Republican Rep. Jenna Persons-Mulicka, who brought the Florida measure to the state House, said the bill provides an “opportunity to lead the national debate about the importance of protecting life and giving every child the opportunity to be born and find his or her purpose.”

Though Gov. DeSantis signed the measure into law, it won’t take effect until a final decision is rendered in an ongoing case concerning the state’s current 15-week abortion ban.

The more modest pro-life law has been beset by court challenges since DeSantis signed it into law in April 2022. Abortionists argue the measure violates the state constitution.

Thanks to a decades-old state Supreme Court ruling, Florida currently recognizes a “right to abortion” under the state constitution’s privacy amendment, effectively preventing the passage of meaningful statewide laws protecting the unborn.

However, Florida’s Supreme Court may now be in a position to overrule its 1989 decision, thanks to DeSantis’ conservative judicial appointments and the U.S. Supreme Court’s June overthrow of Roe v. Wade, which had established a federal “right to abortion” in all 50 states.

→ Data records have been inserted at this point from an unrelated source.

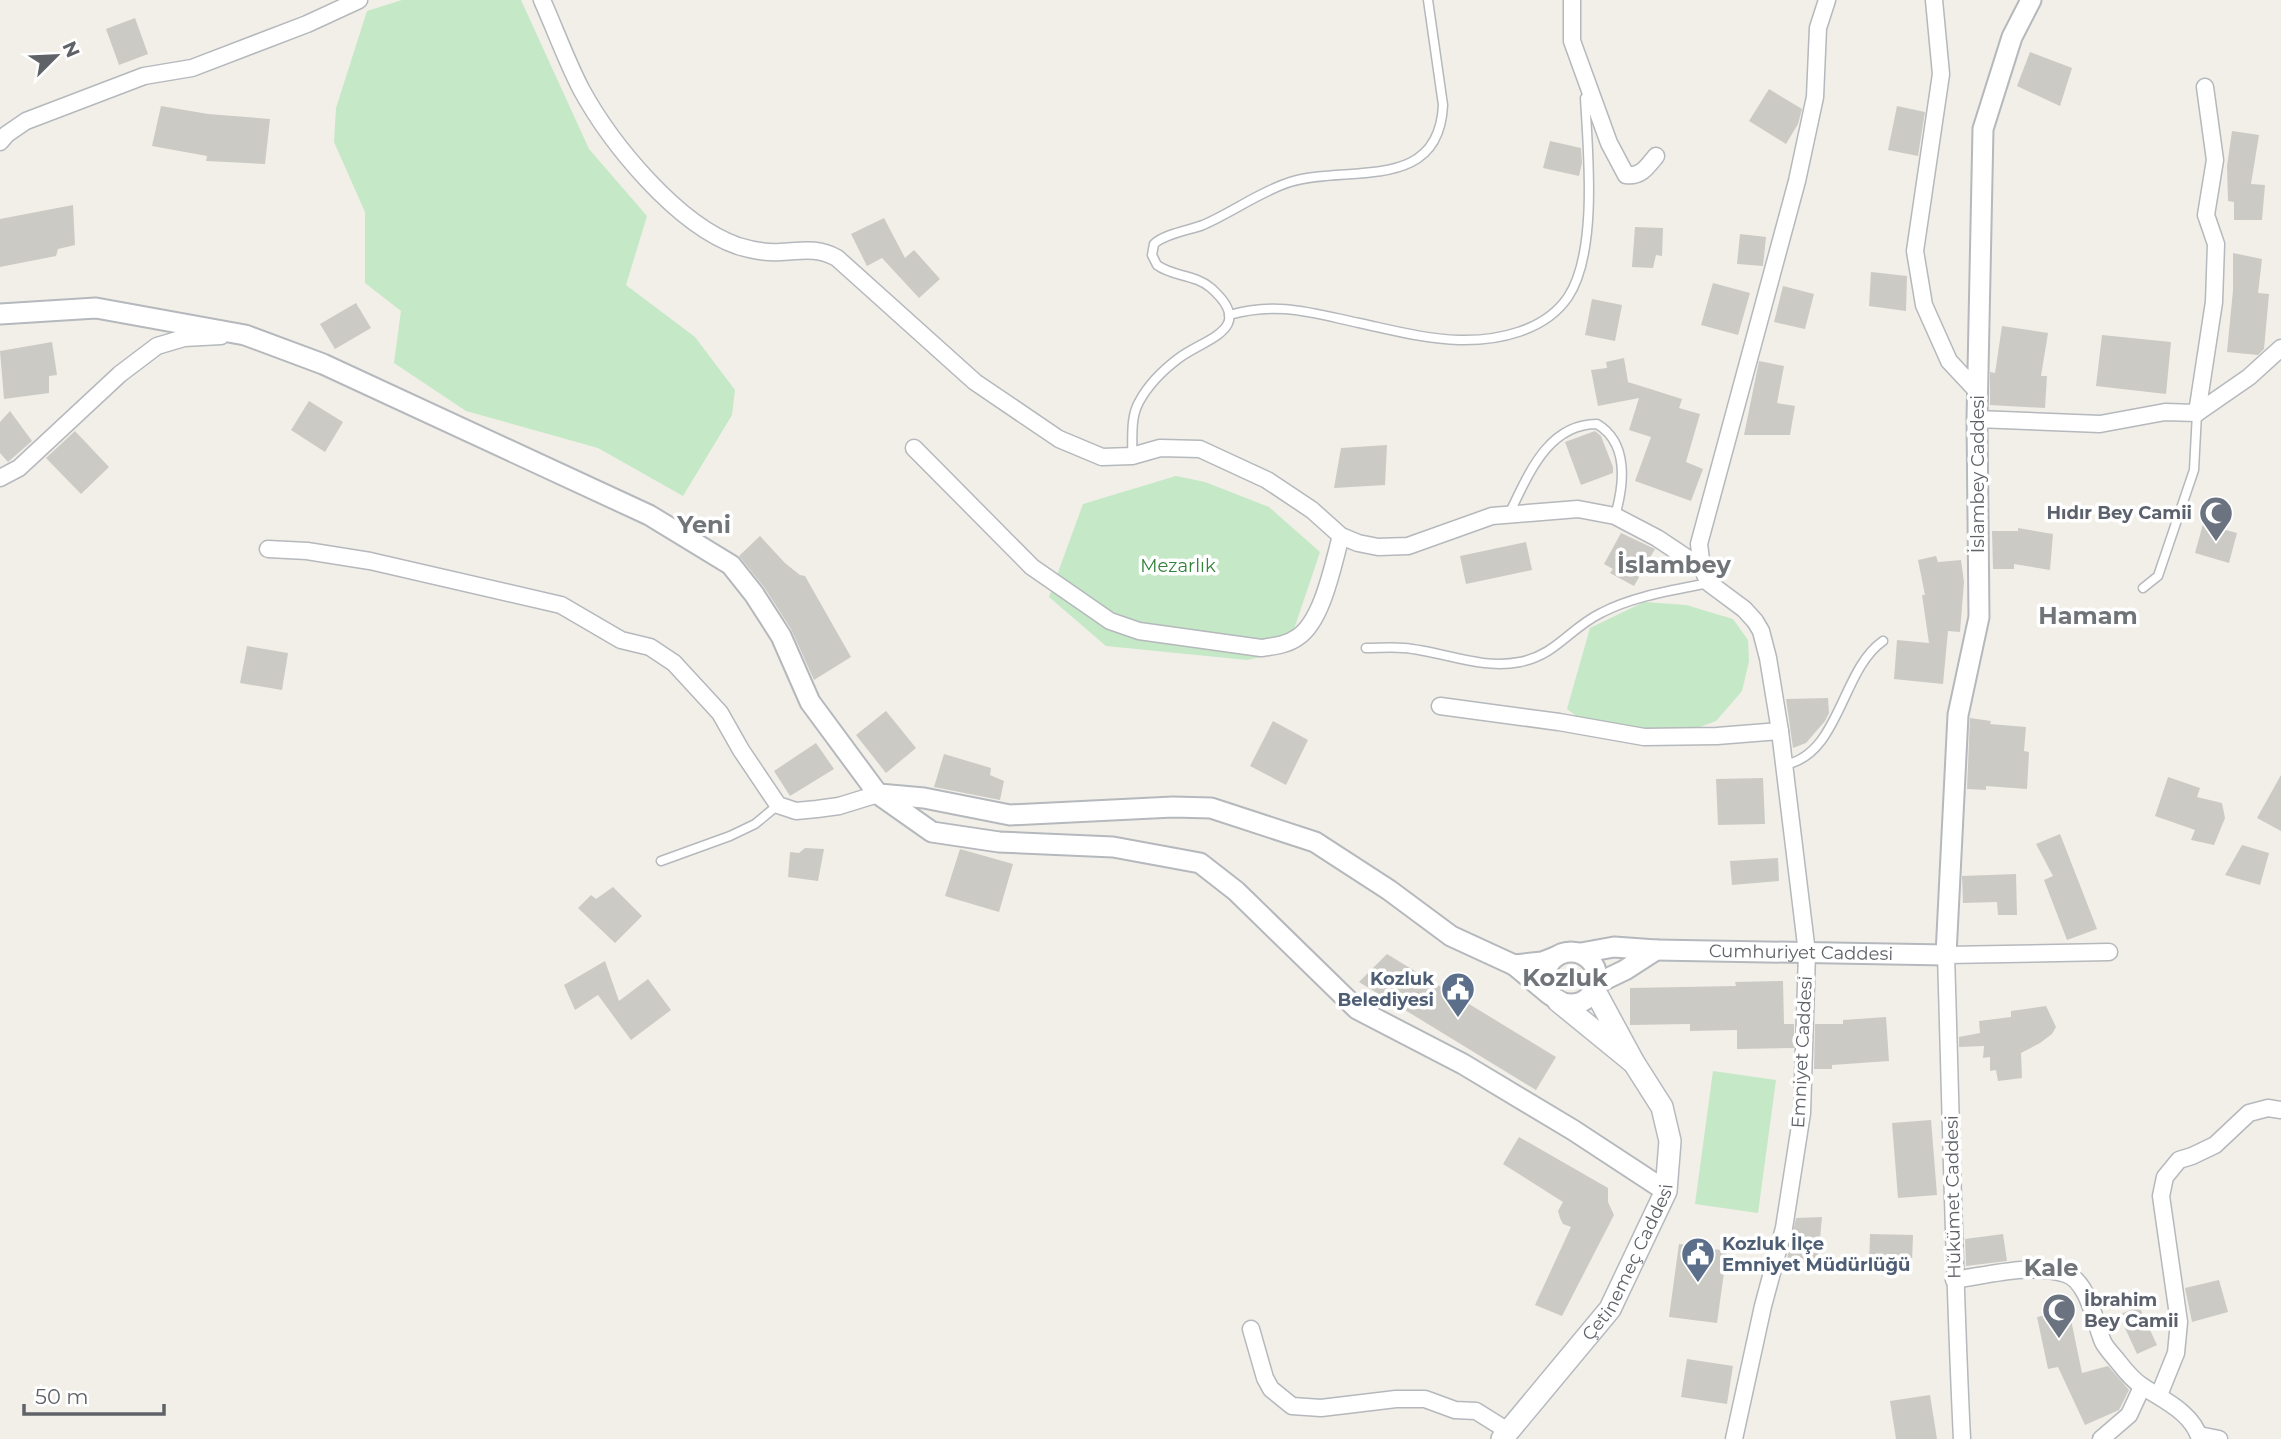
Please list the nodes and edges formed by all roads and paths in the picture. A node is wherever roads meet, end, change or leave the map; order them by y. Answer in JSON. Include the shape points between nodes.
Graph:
{"nodes":[{"id":1,"x":359,"y":0,"type":"edge"},
{"id":2,"x":542,"y":0,"type":"edge"},
{"id":3,"x":1428,"y":0,"type":"edge"},
{"id":4,"x":1572,"y":0,"type":"edge"},
{"id":5,"x":1827,"y":0,"type":"edge"},
{"id":6,"x":1934,"y":0,"type":"edge"},
{"id":7,"x":2031,"y":0,"type":"edge"},
{"id":8,"x":2205,"y":88,"type":"dead end"},
{"id":9,"x":1590,"y":92,"type":"junction"},
{"id":10,"x":0,"y":142,"type":"edge"},
{"id":11,"x":1656,"y":156,"type":"dead end"},
{"id":12,"x":0,"y":314,"type":"edge"},
{"id":13,"x":1228,"y":315,"type":"junction"},
{"id":14,"x":245,"y":335,"type":"junction"},
{"id":15,"x":2281,"y":348,"type":"edge"},
{"id":16,"x":1977,"y":391,"type":"junction"},
{"id":17,"x":2197,"y":413,"type":"junction"},
{"id":18,"x":1977,"y":419,"type":"junction"},
{"id":19,"x":914,"y":448,"type":"dead end"},
{"id":20,"x":1132,"y":456,"type":"junction"},
{"id":21,"x":0,"y":478,"type":"edge"},
{"id":22,"x":1509,"y":514,"type":"junction"},
{"id":23,"x":1615,"y":516,"type":"junction"},
{"id":24,"x":1341,"y":536,"type":"junction"},
{"id":25,"x":268,"y":550,"type":"dead end"},
{"id":26,"x":1706,"y":576,"type":"junction"},
{"id":27,"x":2143,"y":588,"type":"dead end"},
{"id":28,"x":1883,"y":641,"type":"dead end"},
{"id":29,"x":1366,"y":648,"type":"dead end"},
{"id":30,"x":1440,"y":706,"type":"dead end"},
{"id":31,"x":1780,"y":732,"type":"junction"},
{"id":32,"x":1784,"y":765,"type":"junction"},
{"id":33,"x":877,"y":794,"type":"junction"},
{"id":34,"x":778,"y":806,"type":"junction"},
{"id":35,"x":661,"y":861,"type":"dead end"},
{"id":36,"x":1656,"y":950,"type":"junction"},
{"id":37,"x":2109,"y":952,"type":"dead end"},
{"id":38,"x":1581,"y":953,"type":"junction"},
{"id":39,"x":1807,"y":953,"type":"junction"},
{"id":40,"x":1946,"y":955,"type":"junction"},
{"id":41,"x":1555,"y":957,"type":"junction"},
{"id":42,"x":1514,"y":965,"type":"junction"},
{"id":43,"x":1596,"y":987,"type":"junction"},
{"id":44,"x":1554,"y":998,"type":"junction"},
{"id":45,"x":1634,"y":1063,"type":"junction"},
{"id":46,"x":2281,"y":1110,"type":"edge"},
{"id":47,"x":1667,"y":1191,"type":"junction"},
{"id":48,"x":1954,"y":1280,"type":"junction"},
{"id":49,"x":1251,"y":1329,"type":"dead end"},
{"id":50,"x":2142,"y":1387,"type":"junction"},
{"id":51,"x":2159,"y":1395,"type":"junction"},
{"id":52,"x":1505,"y":1435,"type":"edge"},
{"id":53,"x":2199,"y":1437,"type":"edge"},
{"id":54,"x":1734,"y":1439,"type":"edge"},
{"id":55,"x":1962,"y":1439,"type":"edge"},
{"id":56,"x":2101,"y":1439,"type":"edge"},
{"id":57,"x":2219,"y":1439,"type":"edge"}],
"edges":[{"from":1,"to":10,"type":"street","via":[[217,59],[145,76],[26,121]]},
{"from":2,"to":20,"type":"street","via":[[580,86],[605,128],[655,186],[691,218],[723,239],[750,249],[778,253],[818,250],[837,258],[975,382],[1018,413],[1059,439],[1102,457]]},
{"from":3,"to":13,"type":"lane","via":[[1443,105],[1434,141],[1417,160],[1392,171],[1317,176],[1288,183],[1154,244],[1152,255],[1157,265],[1200,280],[1223,301]]},
{"from":4,"to":9,"type":"street","via":[[1572,41]]},
{"from":5,"to":26,"type":"street","via":[[1818,28],[1815,97],[1797,181],[1699,544]]},
{"from":6,"to":16,"type":"street","via":[[1941,74],[1915,251],[1924,305],[1949,360]]},
{"from":7,"to":16,"type":"street","name":"İslambey Caddesi","via":[[2012,37],[1983,129]]},
{"from":8,"to":17,"type":"street","via":[[2215,160],[2206,215],[2216,244],[2214,302]]},
{"from":9,"to":11,"type":"street","via":[[1626,175],[1636,176]]},
{"from":9,"to":13,"type":"lane","via":[[1585,98],[1590,180],[1587,231],[1569,296],[1543,322],[1506,335],[1459,340],[1295,309],[1262,308]]},
{"from":12,"to":14,"type":"street","via":[[96,308]]},
{"from":13,"to":20,"type":"lane","via":[[1220,336],[1174,362],[1140,401],[1133,422]]},
{"from":14,"to":21,"type":"street","via":[[184,338],[157,346],[120,374],[19,468]]},
{"from":14,"to":33,"type":"street","via":[[334,369],[649,515],[731,565],[781,636],[810,702]]},
{"from":15,"to":17,"type":"street"},
{"from":16,"to":18,"type":"street","name":"İslambey Caddesi"},
{"from":17,"to":18,"type":"street","via":[[2165,412],[2100,424]]},
{"from":17,"to":27,"type":"lane","via":[[2190,482],[2158,576]]},
{"from":18,"to":40,"type":"street","name":"İslambey Caddesi","via":[[1979,617],[1958,715]]},
{"from":19,"to":24,"type":"street","via":[[1032,567],[1110,621],[1139,631],[1261,648],[1298,638],[1320,605]]},
{"from":20,"to":24,"type":"street","via":[[1160,448],[1200,449],[1266,480]]},
{"from":22,"to":23,"type":"street","name":"Emniyet Caddesi","via":[[1578,509]]},
{"from":22,"to":23,"type":"lane","via":[[1533,467],[1554,440],[1577,426],[1597,424],[1612,437],[1622,467]]},
{"from":22,"to":24,"type":"street","name":"Emniyet Caddesi","via":[[1408,546],[1378,547]]},
{"from":23,"to":26,"type":"street","name":"Emniyet Caddesi","via":[[1657,538]]},
{"from":25,"to":34,"type":"street","via":[[370,561],[561,606],[621,640],[650,647],[674,663],[720,713]]},
{"from":26,"to":29,"type":"lane","via":[[1602,612],[1548,652],[1522,662],[1460,661],[1405,648]]},
{"from":26,"to":31,"type":"street","name":"Emniyet Caddesi","via":[[1744,609],[1760,631]]},
{"from":28,"to":32,"type":"lane","via":[[1863,660],[1811,754]]},
{"from":30,"to":31,"type":"street","via":[[1644,737]]},
{"from":31,"to":32,"type":"street","name":"Emniyet Caddesi"},
{"from":32,"to":39,"type":"street","name":"Emniyet Caddesi"},
{"from":33,"to":34,"type":"street","via":[[817,809],[796,811]]},
{"from":33,"to":42,"type":"street","via":[[1010,815],[1210,808],[1315,842],[1451,936]]},
{"from":33,"to":47,"type":"street","via":[[932,832],[999,842],[1113,847],[1200,863],[1236,891],[1357,1009],[1463,1064]]},
{"from":34,"to":35,"type":"lane","via":[[730,836]]},
{"from":36,"to":38,"type":"street","name":"Cumhuriyet Caddesi","via":[[1614,947]]},
{"from":36,"to":39,"type":"street","name":"Cumhuriyet Caddesi"},
{"from":36,"to":43,"type":"street"},
{"from":37,"to":40,"type":"street"},
{"from":38,"to":41,"type":"street"},
{"from":38,"to":43,"type":"street","via":[[1595,965]]},
{"from":39,"to":40,"type":"street","name":"Cumhuriyet Caddesi"},
{"from":39,"to":54,"type":"street","name":"Emniyet Caddesi","via":[[1802,1112],[1784,1228]]},
{"from":40,"to":48,"type":"street","name":"Hükümet Caddesi"},
{"from":41,"to":42,"type":"street"},
{"from":41,"to":44,"type":"street","via":[[1545,979]]},
{"from":42,"to":44,"type":"street"},
{"from":43,"to":44,"type":"street","via":[[1583,1002],[1566,1004]]},
{"from":43,"to":45,"type":"main road","name":"Çetinemeç Caddesi"},
{"from":44,"to":45,"type":"main road","name":"Çetinemeç Caddesi"},
{"from":45,"to":47,"type":"main road","name":"Çetinemeç Caddesi","via":[[1662,1107],[1670,1141]]},
{"from":46,"to":51,"type":"street","via":[[2249,1113],[2215,1145],[2179,1160],[2165,1177],[2161,1196],[2179,1322],[2176,1353]]},
{"from":47,"to":52,"type":"main road","name":"Çetinemeç Caddesi","via":[[1610,1309]]},
{"from":48,"to":50,"type":"street","via":[[2034,1270],[2068,1274],[2084,1290],[2104,1345]]},
{"from":48,"to":55,"type":"street","name":"Hükümet Caddesi"},
{"from":49,"to":52,"type":"street","via":[[1265,1378],[1292,1406],[1321,1408],[1425,1399],[1455,1410],[1476,1411]]},
{"from":50,"to":51,"type":"street"},
{"from":50,"to":56,"type":"street","via":[[2129,1415]]},
{"from":51,"to":53,"type":"street"},
{"from":53,"to":57,"type":"street"}]}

In January, Florida’s Supreme Court agreed to hear a challenge to the state’s 15-week ban, paving a way for the rollback of the statewide “right to abortion” and changing the trajectory of pro-life legislation in Florida. The Court has allowed the state to continue enforcing the law for now, at least until it reaches a final verdict.

Florida’s new heartbeat law is slated to take effect 30 days after the Supreme Court affirms that such legislation does not violate the state constitution.

The moves to expand protections for unborn babies in Florida come as DeSantis is widely anticipated to announce a presidential run after the end of his state’s current legislative session in May.

This article was last updated April 15, 2023.